Write out the records below once more, exactly as they stand.
● ● ● ● ● ● ●
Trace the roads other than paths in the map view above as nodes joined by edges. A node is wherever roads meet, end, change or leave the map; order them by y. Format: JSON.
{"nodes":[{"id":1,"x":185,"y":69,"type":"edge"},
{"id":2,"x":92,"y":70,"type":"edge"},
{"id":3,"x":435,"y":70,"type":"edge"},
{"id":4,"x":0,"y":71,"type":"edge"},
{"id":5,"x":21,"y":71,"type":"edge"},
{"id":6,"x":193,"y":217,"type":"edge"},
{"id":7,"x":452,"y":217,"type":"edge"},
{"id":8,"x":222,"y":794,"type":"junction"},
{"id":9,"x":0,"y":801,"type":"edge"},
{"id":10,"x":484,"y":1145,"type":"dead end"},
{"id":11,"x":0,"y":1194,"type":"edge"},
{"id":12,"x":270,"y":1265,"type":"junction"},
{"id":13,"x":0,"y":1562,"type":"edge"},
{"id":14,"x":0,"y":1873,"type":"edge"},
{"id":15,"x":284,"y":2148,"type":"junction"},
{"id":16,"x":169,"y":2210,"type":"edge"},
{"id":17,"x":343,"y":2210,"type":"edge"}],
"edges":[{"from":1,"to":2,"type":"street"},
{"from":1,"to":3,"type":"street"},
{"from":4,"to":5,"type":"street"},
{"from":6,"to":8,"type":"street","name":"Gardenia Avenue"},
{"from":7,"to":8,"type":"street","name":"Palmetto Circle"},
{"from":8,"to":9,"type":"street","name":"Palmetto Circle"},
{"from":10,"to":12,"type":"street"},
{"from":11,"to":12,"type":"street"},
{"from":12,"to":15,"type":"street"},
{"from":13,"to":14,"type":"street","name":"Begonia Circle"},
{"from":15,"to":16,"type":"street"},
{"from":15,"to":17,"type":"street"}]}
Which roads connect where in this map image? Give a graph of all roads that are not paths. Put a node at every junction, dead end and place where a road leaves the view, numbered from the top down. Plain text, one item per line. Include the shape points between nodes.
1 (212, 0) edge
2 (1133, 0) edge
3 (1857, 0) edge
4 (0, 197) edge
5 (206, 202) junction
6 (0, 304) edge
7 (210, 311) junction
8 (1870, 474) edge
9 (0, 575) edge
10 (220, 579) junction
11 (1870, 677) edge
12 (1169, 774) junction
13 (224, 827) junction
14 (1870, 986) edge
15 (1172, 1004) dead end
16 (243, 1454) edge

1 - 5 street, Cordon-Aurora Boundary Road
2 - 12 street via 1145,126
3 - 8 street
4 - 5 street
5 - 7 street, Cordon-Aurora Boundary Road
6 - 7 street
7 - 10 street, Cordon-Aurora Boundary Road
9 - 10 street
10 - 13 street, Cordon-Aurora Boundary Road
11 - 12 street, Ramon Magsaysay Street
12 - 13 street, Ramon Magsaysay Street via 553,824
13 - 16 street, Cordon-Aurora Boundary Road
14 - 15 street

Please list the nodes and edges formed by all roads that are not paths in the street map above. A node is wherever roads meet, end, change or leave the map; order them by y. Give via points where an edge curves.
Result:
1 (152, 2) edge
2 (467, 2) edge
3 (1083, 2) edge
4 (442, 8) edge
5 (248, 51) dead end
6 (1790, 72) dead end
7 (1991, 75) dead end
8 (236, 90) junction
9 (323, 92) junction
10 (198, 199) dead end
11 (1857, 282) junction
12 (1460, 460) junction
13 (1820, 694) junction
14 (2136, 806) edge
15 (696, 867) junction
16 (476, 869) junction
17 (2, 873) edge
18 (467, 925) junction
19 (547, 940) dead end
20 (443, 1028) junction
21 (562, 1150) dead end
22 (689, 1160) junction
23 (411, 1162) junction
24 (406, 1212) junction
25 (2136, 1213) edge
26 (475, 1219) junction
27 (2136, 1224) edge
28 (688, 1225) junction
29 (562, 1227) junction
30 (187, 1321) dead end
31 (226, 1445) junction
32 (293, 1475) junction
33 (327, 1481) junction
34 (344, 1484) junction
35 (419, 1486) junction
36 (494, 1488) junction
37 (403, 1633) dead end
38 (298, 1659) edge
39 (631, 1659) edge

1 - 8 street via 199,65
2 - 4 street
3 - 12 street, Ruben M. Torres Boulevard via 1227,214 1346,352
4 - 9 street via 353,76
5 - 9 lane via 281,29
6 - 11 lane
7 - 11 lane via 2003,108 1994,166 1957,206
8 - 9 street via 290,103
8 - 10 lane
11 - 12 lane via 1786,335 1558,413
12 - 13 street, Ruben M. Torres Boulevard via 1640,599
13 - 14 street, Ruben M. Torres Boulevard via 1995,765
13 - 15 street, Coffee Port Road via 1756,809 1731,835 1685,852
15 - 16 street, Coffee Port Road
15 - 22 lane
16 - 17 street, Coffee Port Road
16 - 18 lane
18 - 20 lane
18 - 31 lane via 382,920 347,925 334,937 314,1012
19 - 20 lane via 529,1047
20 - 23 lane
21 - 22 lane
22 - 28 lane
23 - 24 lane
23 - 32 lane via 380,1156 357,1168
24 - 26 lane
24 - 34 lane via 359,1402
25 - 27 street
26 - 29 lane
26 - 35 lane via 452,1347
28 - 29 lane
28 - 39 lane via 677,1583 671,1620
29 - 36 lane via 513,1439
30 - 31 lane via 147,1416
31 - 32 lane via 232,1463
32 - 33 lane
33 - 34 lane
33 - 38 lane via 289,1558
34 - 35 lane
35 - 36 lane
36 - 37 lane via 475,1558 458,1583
● ● ● ● ● ● ●
• **SOLUTION TO THE PROBLEM**:
Trace the roads other than paths in the map view above as nodes joined by edges. A node is wherever roads meet, end, change or leave the map; order them by y. Format: JSON.
{"nodes":[{"id":1,"x":185,"y":69,"type":"edge"},
{"id":2,"x":92,"y":70,"type":"edge"},
{"id":3,"x":435,"y":70,"type":"edge"},
{"id":4,"x":0,"y":71,"type":"edge"},
{"id":5,"x":21,"y":71,"type":"edge"},
{"id":6,"x":193,"y":217,"type":"edge"},
{"id":7,"x":452,"y":217,"type":"edge"},
{"id":8,"x":222,"y":794,"type":"junction"},
{"id":9,"x":0,"y":801,"type":"edge"},
{"id":10,"x":484,"y":1145,"type":"dead end"},
{"id":11,"x":0,"y":1194,"type":"edge"},
{"id":12,"x":270,"y":1265,"type":"junction"},
{"id":13,"x":0,"y":1562,"type":"edge"},
{"id":14,"x":0,"y":1873,"type":"edge"},
{"id":15,"x":284,"y":2148,"type":"junction"},
{"id":16,"x":169,"y":2210,"type":"edge"},
{"id":17,"x":343,"y":2210,"type":"edge"}],
"edges":[{"from":1,"to":2,"type":"street"},
{"from":1,"to":3,"type":"street"},
{"from":4,"to":5,"type":"street"},
{"from":6,"to":8,"type":"street","name":"Gardenia Avenue"},
{"from":7,"to":8,"type":"street","name":"Palmetto Circle"},
{"from":8,"to":9,"type":"street","name":"Palmetto Circle"},
{"from":10,"to":12,"type":"street"},
{"from":11,"to":12,"type":"street"},
{"from":12,"to":15,"type":"street"},
{"from":13,"to":14,"type":"street","name":"Begonia Circle"},
{"from":15,"to":16,"type":"street"},
{"from":15,"to":17,"type":"street"}]}
Which roads connect where in this map image? Give a graph of all roads that are not paths. Put a node at every junction, dead end and place where a road leaves the view, numbered from the top down. Plain text, one item per line. Include the shape points between nodes.
1 (212, 0) edge
2 (1133, 0) edge
3 (1857, 0) edge
4 (0, 197) edge
5 (206, 202) junction
6 (0, 304) edge
7 (210, 311) junction
8 (1870, 474) edge
9 (0, 575) edge
10 (220, 579) junction
11 (1870, 677) edge
12 (1169, 774) junction
13 (224, 827) junction
14 (1870, 986) edge
15 (1172, 1004) dead end
16 (243, 1454) edge

1 - 5 street, Cordon-Aurora Boundary Road
2 - 12 street via 1145,126
3 - 8 street
4 - 5 street
5 - 7 street, Cordon-Aurora Boundary Road
6 - 7 street
7 - 10 street, Cordon-Aurora Boundary Road
9 - 10 street
10 - 13 street, Cordon-Aurora Boundary Road
11 - 12 street, Ramon Magsaysay Street
12 - 13 street, Ramon Magsaysay Street via 553,824
13 - 16 street, Cordon-Aurora Boundary Road
14 - 15 street

Please list the nodes and edges formed by all roads that are not paths in the street map above. A node is wherever roads meet, end, change or leave the map; order them by y. Give via points where an edge curves.
Result:
1 (152, 2) edge
2 (467, 2) edge
3 (1083, 2) edge
4 (442, 8) edge
5 (248, 51) dead end
6 (1790, 72) dead end
7 (1991, 75) dead end
8 (236, 90) junction
9 (323, 92) junction
10 (198, 199) dead end
11 (1857, 282) junction
12 (1460, 460) junction
13 (1820, 694) junction
14 (2136, 806) edge
15 (696, 867) junction
16 (476, 869) junction
17 (2, 873) edge
18 (467, 925) junction
19 (547, 940) dead end
20 (443, 1028) junction
21 (562, 1150) dead end
22 (689, 1160) junction
23 (411, 1162) junction
24 (406, 1212) junction
25 (2136, 1213) edge
26 (475, 1219) junction
27 (2136, 1224) edge
28 (688, 1225) junction
29 (562, 1227) junction
30 (187, 1321) dead end
31 (226, 1445) junction
32 (293, 1475) junction
33 (327, 1481) junction
34 (344, 1484) junction
35 (419, 1486) junction
36 (494, 1488) junction
37 (403, 1633) dead end
38 (298, 1659) edge
39 (631, 1659) edge

1 - 8 street via 199,65
2 - 4 street
3 - 12 street, Ruben M. Torres Boulevard via 1227,214 1346,352
4 - 9 street via 353,76
5 - 9 lane via 281,29
6 - 11 lane
7 - 11 lane via 2003,108 1994,166 1957,206
8 - 9 street via 290,103
8 - 10 lane
11 - 12 lane via 1786,335 1558,413
12 - 13 street, Ruben M. Torres Boulevard via 1640,599
13 - 14 street, Ruben M. Torres Boulevard via 1995,765
13 - 15 street, Coffee Port Road via 1756,809 1731,835 1685,852
15 - 16 street, Coffee Port Road
15 - 22 lane
16 - 17 street, Coffee Port Road
16 - 18 lane
18 - 20 lane
18 - 31 lane via 382,920 347,925 334,937 314,1012
19 - 20 lane via 529,1047
20 - 23 lane
21 - 22 lane
22 - 28 lane
23 - 24 lane
23 - 32 lane via 380,1156 357,1168
24 - 26 lane
24 - 34 lane via 359,1402
25 - 27 street
26 - 29 lane
26 - 35 lane via 452,1347
28 - 29 lane
28 - 39 lane via 677,1583 671,1620
29 - 36 lane via 513,1439
30 - 31 lane via 147,1416
31 - 32 lane via 232,1463
32 - 33 lane
33 - 34 lane
33 - 38 lane via 289,1558
34 - 35 lane
35 - 36 lane
36 - 37 lane via 475,1558 458,1583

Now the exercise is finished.